„Welchen Gesichtsausdruck hatte der Nachbar, als du als Kind von dessen Kind schikaniert wurdest?“
Der sechste Bruder lächelt.
"Als der achte Bruder den neunten und zehnten Bruder zum gemeinsamen Kampf anführte."
Der sechste Bruder lächelt.
„Vor fünf Jahren, als wir unseren sechsten Bruder im Stich ließen und gemeinsam von zu Hause wegliefen.“
Der sechste Bruder lächelte noch immer.
Als Elf an das tragische Schicksal der anderen in der Vergangenheit dachte, empfand sie plötzlich Mitleid mit dem jungen Meister Shangguan. Der sechste Bruder hatte drei ganze Tage lang gelacht.
„Elf, kannst du dein Gehirn benutzen? Wenn der sechste Bruder Shangguan bereits ausgetrickst hätte, warum ist er jetzt so aufgeregt und hat praktisch einen Anfall von Ekstase?“
"Hä?" Als Elf das hörte, blinzelte sie und sah, dass Fu Lius blasse Wangen gerötet waren und seine hellen Augen glänzten, als wäre er energiegeladener, als hätte er ein Stärkungsmittel genommen.
„Daher waren die List und der Verrat des sechsten Bruders ganz bestimmt nicht dem jüngsten Bruder zuliebe geschehen“, schloss der extravagante Mann.
„Persönliche Rachegelüste“, schloss der tote Mann mit den fischäugigen Augen.
Kapitel Sechs
In der Kampfkunstwelt sind Hochzeitsbankette sehr beliebt. Erstens können die Leute kostenlos essen, und zweitens können sie die Hochzeitsnacht belauschen. Betrachtet man die Kampfkunstwelt, so gibt es – abgesehen vom Jade-Schwert-Anwesen vor drei Jahren – nur noch wenige wohlhabende Familien, die es sich leisten können, tausend Gäste mit einem durchgehenden Festmahl zu bewirten und sicherzustellen, dass ihre Dächer so stabil sind, dass sich hundert Personen darin verstecken können, ohne dass die Balken brechen.
Es ist wahrlich eine Welt mit Höhen und Tiefen, eine Nacht voller Wind und Regen – wann werden wir endlich wieder gemeinsam essen können? Entscheidend ist nicht die Hochzeitszeremonie, sondern das, was danach kommt.

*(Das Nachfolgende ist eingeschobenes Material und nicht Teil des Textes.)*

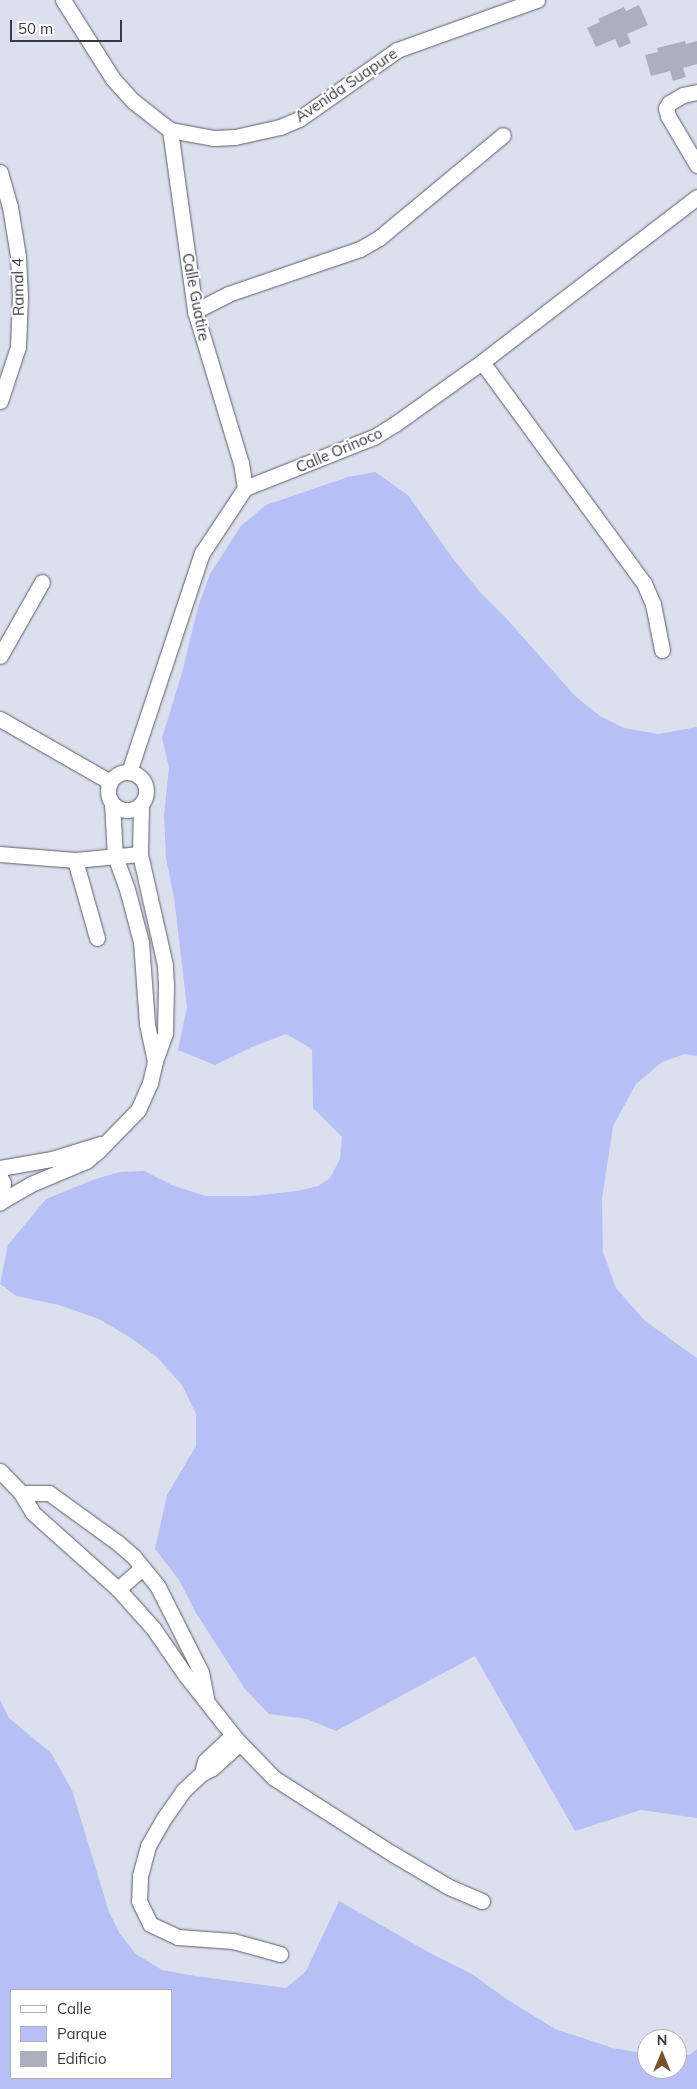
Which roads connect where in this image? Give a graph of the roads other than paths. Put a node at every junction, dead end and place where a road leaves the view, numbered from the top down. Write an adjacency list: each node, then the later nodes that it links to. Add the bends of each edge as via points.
1 (63, 0): 4 (street, Avenida Suapure, via 113,79 133,101)
2 (538, 0): 4 (street, Avenida Suapure, via 398,50 299,119 280,128 214,138)
3 (697, 92): 6 (street, via 683,95 666,108)
4 (170, 130): 9 (street, Calle Guatire)
5 (503, 135): 9 (street, via 366,246 228,294)
6 (697, 165)
7 (0, 172): 11 (street, Ramal 4, via 18,256 20,297 18,348)
8 (697, 197): 10 (street, Calle Orinoco)
9 (195, 311): 12 (street, Calle Guatire, via 241,462)
10 (482, 362): 12 (street, Calle Orinoco, via 374,437); 14 (street, via 644,583 653,604)
11 (0, 400)
12 (245, 488): 17 (street, via 202,552)
13 (42, 582): 15 (street)
14 (662, 650)
15 (0, 656)
16 (0, 718): 18 (street)
17 (129, 772): 18 (street, via 116,775); 20 (street, via 144,782 146,794)
18 (110, 782): 19 (street, via 108,793)
19 (112, 803): 20 (street, via 126,810); 23 (street)
20 (141, 805): 22 (street)
21 (0, 854): 24 (street)
22 (140, 854): 23 (street); 26 (street, via 165,965)
23 (115, 856): 24 (street); 27 (street, via 141,942)
24 (75, 860): 25 (street)
25 (97, 938)
26 (166, 986): 27 (street, via 155,993); 28 (street, via 166,1032)
27 (144, 988): 28 (street)
28 (155, 1061): 29 (street, via 138,1110)
29 (106, 1143): 30 (street, via 52,1159); 32 (street, via 86,1160 31,1184)
30 (0, 1168)
31 (0, 1177): 32 (street, via 3,1183)
32 (0, 1203)
33 (0, 1471): 34 (street)
34 (21, 1493): 35 (street, via 49,1493 118,1543); 36 (street, via 33,1513)
35 (142, 1568): 36 (street); 37 (street, via 157,1584 201,1672)
36 (118, 1588): 37 (street, via 153,1628)
37 (206, 1700): 38 (street)
38 (236, 1739): 39 (street, via 274,1778 330,1815 449,1887); 40 (street, via 205,1761 202,1773 183,1791 164,1818 148,1846 140,1876 139,1902 150,1924 178,1936 233,1941)
39 (482, 1901)
40 (280, 1954)

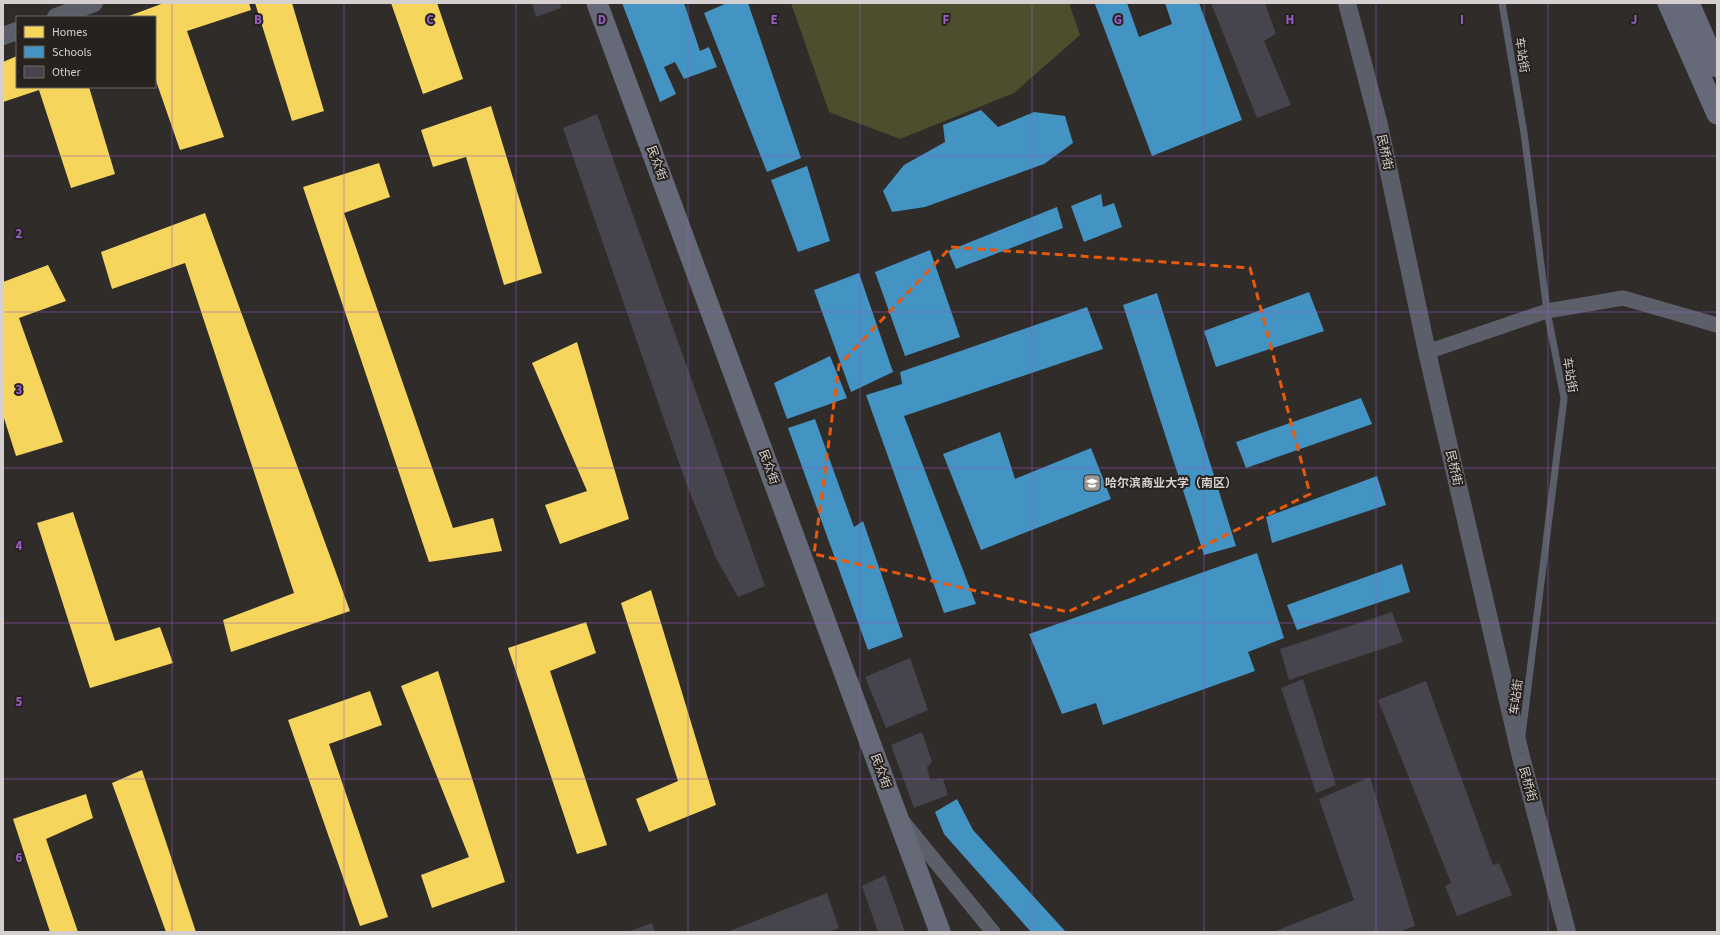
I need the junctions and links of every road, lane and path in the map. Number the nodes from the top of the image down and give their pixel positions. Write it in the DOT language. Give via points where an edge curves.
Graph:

Die Heiratsvermittlerin hatte gerade gesagt: „Das Brautpaar betritt das Brautgemach, bitte alle …“ Kaum hatte sie das Wort „betreten“ ausgesprochen, geschweige denn „Platz nehmen“, hatten die ritterlichen Helden und Heldinnen bereits Platz genommen. Die Schnelligkeit und das Fehlen jeglicher peinlicher Stille deuteten eindeutig auf eine vorherige Absprache hin. Kein Wunder also, dass der Meister vor drei Jahren, als der Jadeschwertprinz und Liu Wushuang sich begrüßten, mit jemandem flirtete; man hätte annehmen können, er sei verliebt, doch es stellte sich heraus, dass er mit den versammelten Helden die Sitzordnung besprach.
Die Welt der Kampfkünste ist voller Geheimnisse; man sollte niemals aufhören zu lernen.
„Worüber denkst du nach?“, fragte eine lächelnde Stimme von hinten. Er drehte sich um und sah Shangguan Yi.
War Ziyu zu mutig oder waren seine älteren Brüder einfach zu schwach? Wie konnte ihre „eiserne Mauer“ in einem Augenblick verschwinden?
Yu Ziguis zarte Augenbrauen entspannten sich, wie ferne Berge, die aus den Wolken auftauchen. Sie sagte: „Ich habe darüber nachgedacht, wie du vor drei Jahren so prunkvoll in das Anwesen des Jadeschwertes eingezogen bist und alle dich Jungmeister Shangguan nannten. Das war wirklich beneidenswert.“
„Ist Zigui etwa eifersüchtig?“, fragte Shangguan. Er spürte, dass etwas nicht stimmte.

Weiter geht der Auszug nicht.